Suaranusantara.com- Rabu siang 28 Januari 2026, Presiden RI Prabowo Subianto melantik sebanyak enam belas pejabat untuk menempati posisi sebagai Anggota Dewan Energi Nasional.
Di mana dari enam belas orang itu, delapan lainnya berasal dari unsur menteri. Dan tujuh lainnya pemangku kepentingan.
Usai pelantikan, Prabowo memberikan arahan kepada seluruh Anggota Dewan Energi Nasional. Di mana arahan itu berkaitan dengan kedaulatan, ketahanan hingga swasembada energi.
Arahan itu disampaikan oleh Menteri Energi Sumber Daya Mineral (ESDM) Bahlil Lahadalia. Bahlil menyampaikan dengan dilantiknya Anggota Dewan Energi Nasional, maka dapat menata kebijakan energi nasional dengan menempatkan energi sebagai prioritas pembangunan.

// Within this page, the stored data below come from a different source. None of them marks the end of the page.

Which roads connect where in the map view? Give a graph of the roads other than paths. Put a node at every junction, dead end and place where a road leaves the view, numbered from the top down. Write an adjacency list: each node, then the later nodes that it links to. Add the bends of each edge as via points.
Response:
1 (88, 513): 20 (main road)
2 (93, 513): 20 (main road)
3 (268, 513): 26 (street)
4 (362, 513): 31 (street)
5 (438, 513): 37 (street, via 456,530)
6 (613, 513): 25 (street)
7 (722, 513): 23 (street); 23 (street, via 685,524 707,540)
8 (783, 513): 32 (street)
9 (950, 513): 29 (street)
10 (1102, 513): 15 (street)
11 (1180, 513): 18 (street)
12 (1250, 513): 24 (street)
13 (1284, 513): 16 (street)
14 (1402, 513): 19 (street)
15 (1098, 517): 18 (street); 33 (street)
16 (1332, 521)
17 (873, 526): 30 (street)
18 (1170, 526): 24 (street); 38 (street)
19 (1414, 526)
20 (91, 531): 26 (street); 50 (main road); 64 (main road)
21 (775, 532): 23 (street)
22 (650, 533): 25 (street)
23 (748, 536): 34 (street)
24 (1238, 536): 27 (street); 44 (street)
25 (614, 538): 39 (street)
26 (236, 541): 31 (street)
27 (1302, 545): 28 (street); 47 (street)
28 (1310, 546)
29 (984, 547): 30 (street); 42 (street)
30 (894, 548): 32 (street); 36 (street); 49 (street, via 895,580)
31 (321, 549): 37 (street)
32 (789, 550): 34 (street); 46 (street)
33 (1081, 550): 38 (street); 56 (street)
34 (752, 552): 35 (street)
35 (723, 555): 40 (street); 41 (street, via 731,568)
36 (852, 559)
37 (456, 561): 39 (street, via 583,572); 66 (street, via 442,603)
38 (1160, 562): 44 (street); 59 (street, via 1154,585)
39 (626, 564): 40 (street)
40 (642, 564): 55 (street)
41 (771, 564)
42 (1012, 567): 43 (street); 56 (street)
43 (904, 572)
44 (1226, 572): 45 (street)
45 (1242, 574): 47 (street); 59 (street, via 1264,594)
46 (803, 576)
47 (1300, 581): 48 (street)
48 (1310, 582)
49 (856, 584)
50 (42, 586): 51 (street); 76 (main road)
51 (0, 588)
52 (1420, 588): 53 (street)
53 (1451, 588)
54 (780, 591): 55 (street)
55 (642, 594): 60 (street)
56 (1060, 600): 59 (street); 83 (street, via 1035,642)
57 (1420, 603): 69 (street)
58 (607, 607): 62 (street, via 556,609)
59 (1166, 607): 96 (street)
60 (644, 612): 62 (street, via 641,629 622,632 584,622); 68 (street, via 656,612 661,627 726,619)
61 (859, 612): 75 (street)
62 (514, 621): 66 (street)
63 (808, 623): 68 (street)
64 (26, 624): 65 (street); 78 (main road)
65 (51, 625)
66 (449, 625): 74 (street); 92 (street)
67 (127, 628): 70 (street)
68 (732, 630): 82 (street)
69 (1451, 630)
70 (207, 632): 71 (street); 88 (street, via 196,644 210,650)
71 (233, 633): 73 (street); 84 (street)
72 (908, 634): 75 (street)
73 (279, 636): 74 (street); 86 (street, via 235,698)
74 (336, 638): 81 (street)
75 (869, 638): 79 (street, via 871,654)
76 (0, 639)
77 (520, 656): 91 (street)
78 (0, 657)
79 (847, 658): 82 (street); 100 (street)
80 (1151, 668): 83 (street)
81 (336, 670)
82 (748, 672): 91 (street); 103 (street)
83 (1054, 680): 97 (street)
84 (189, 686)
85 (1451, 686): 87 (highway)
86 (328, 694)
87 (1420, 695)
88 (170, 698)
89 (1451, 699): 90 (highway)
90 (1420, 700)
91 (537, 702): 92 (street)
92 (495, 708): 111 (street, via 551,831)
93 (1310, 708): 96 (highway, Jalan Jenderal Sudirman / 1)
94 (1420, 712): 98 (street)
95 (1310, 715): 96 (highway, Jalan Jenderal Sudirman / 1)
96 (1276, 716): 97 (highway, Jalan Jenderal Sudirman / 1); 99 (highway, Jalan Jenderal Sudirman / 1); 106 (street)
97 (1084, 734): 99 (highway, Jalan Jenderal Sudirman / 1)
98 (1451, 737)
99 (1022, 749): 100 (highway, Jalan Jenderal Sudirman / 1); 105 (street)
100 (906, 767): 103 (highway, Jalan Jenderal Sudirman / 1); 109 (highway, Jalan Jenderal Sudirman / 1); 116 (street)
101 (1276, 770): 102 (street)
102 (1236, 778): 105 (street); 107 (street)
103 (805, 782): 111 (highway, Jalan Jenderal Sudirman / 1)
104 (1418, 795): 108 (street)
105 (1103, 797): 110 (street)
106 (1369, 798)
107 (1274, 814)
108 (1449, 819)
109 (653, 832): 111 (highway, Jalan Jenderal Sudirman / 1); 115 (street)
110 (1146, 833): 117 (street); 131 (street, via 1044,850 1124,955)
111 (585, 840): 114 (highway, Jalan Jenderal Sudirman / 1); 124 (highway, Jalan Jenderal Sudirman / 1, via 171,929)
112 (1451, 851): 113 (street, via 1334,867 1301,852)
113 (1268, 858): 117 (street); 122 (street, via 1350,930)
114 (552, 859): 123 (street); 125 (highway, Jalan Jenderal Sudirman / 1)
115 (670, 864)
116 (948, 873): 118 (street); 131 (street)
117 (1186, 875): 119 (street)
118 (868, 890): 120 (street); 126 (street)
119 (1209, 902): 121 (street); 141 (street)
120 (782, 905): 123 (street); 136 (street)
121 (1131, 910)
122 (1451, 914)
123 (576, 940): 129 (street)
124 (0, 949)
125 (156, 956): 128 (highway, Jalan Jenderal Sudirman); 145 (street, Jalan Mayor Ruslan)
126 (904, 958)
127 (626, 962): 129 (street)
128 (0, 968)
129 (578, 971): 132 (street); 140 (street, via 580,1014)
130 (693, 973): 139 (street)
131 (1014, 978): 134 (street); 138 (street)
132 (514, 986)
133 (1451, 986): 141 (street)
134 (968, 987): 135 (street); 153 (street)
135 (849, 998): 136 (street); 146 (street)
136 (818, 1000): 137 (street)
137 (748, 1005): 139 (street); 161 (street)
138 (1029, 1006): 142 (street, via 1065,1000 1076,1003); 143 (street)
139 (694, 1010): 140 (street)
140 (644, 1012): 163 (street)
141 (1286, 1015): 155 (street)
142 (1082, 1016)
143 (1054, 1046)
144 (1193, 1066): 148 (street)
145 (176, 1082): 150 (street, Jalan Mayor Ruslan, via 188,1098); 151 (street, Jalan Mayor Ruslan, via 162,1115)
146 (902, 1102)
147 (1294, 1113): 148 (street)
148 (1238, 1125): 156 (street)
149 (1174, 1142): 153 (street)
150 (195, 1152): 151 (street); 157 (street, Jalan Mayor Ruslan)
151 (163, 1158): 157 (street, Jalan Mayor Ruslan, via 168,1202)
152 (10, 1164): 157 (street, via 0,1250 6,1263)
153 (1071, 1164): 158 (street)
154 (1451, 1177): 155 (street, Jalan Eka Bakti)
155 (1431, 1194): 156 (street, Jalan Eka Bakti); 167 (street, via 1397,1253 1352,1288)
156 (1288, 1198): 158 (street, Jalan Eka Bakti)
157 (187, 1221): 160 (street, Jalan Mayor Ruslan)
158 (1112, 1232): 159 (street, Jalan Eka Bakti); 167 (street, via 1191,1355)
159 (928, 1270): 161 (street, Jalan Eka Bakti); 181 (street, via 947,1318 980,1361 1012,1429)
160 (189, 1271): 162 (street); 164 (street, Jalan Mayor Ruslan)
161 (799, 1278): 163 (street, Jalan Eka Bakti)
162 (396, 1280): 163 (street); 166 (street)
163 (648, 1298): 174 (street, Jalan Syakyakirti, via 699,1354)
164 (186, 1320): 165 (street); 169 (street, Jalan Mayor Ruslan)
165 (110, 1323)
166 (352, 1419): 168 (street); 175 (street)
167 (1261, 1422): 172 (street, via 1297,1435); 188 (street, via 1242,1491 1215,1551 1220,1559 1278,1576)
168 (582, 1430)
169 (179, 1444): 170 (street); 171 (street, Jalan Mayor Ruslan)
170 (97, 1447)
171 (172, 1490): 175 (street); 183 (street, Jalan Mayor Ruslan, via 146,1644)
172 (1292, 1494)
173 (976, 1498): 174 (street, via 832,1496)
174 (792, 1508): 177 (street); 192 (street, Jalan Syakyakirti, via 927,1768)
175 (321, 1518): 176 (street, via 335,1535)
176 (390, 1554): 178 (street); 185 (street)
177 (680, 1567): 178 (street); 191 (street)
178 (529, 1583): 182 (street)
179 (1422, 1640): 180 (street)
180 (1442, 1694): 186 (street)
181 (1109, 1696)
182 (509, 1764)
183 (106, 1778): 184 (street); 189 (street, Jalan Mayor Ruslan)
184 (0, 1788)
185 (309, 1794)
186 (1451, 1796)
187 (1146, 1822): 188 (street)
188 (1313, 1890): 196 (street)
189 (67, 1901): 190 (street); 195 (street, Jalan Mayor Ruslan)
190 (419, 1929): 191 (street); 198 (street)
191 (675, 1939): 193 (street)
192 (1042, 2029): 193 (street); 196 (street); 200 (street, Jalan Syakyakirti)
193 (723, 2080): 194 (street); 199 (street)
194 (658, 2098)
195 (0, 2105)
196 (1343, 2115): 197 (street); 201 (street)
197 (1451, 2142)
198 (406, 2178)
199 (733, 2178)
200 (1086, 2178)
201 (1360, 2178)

“Salah satu program prioritas Bapak Presiden Prabowo adalah menyangkut kedaulatan energi, ketahanan energi, kemandirian energi, dan pada akhirnya swasembada energi. Salah satu instrumen negara untuk mewujudkan itu adalah melalui arah kebijakan dan roadmap yang dibangun bersama Dewan Energi Nasional,” jelasnya, Rabu 28 Januari 2026.
Lebih lanjut, Presiden Prabowo juga telah memberikan empat arahan utama kepada DEN. Pertama, menjaga kedaulatan energi nasional tanpa intervensi pihak mana pun.
Kedua, memperkuat ketahanan energi nasional. Cadangan BBM Indonesia yang saat ini hanya untuk kebutuhan 21 hari akan ditingkatkan hingga tiga bulan melalui pembangunan fasilitas penyimpanan (storage).
“Ketahanan energi kita hari ini sekitar 21 hari. Ini akan kita tingkatkan menjadi tiga bulan, dan itu pasti kita akan membangun storage,” katanya.
Arahan ketiga, lanjut Bahlil, adalah mendorong kemandirian energi dengan menekan ketergantungan impor BBM yang saat ini masih mencapai lebih dari 30 juta Kiloliter per tahun, baik untuk solar maupun bensin.
Adapun arahan keempat adalah mewujudkan swasembada energi sebagai tujuan akhir pembangunan sektor energi nasional.
“Hari ini kita masih impor BBM kurang lebih sekitar 30 juta Kiloliter. Ini akan kita lakukan secara bertahap, dan tujuannya pada akhirnya adalah swasembada,” ujarnya.
Bahlil menambahkan, roadmap kebijakan energi nasional kini juga telah disusun dan memasuki tahap implementasi termasuk juga kerja sama dengan sejumlah negara serta penguatan organisasi pendukung.
Pemerintah dalam hal ini juga tengah menyiapkan regulasi dalam bentuk Peraturan Presiden untuk mempercepat pelaksanaan kebijakan tersebut.
“Roadmap-nya sudah selesai. Sekarang kita masuk ke tahapan implementasi, termasuk kerja sama dengan negara lain dan penguatan organisasinya. Perpres-nya sedang dalam proses,” jelasnya.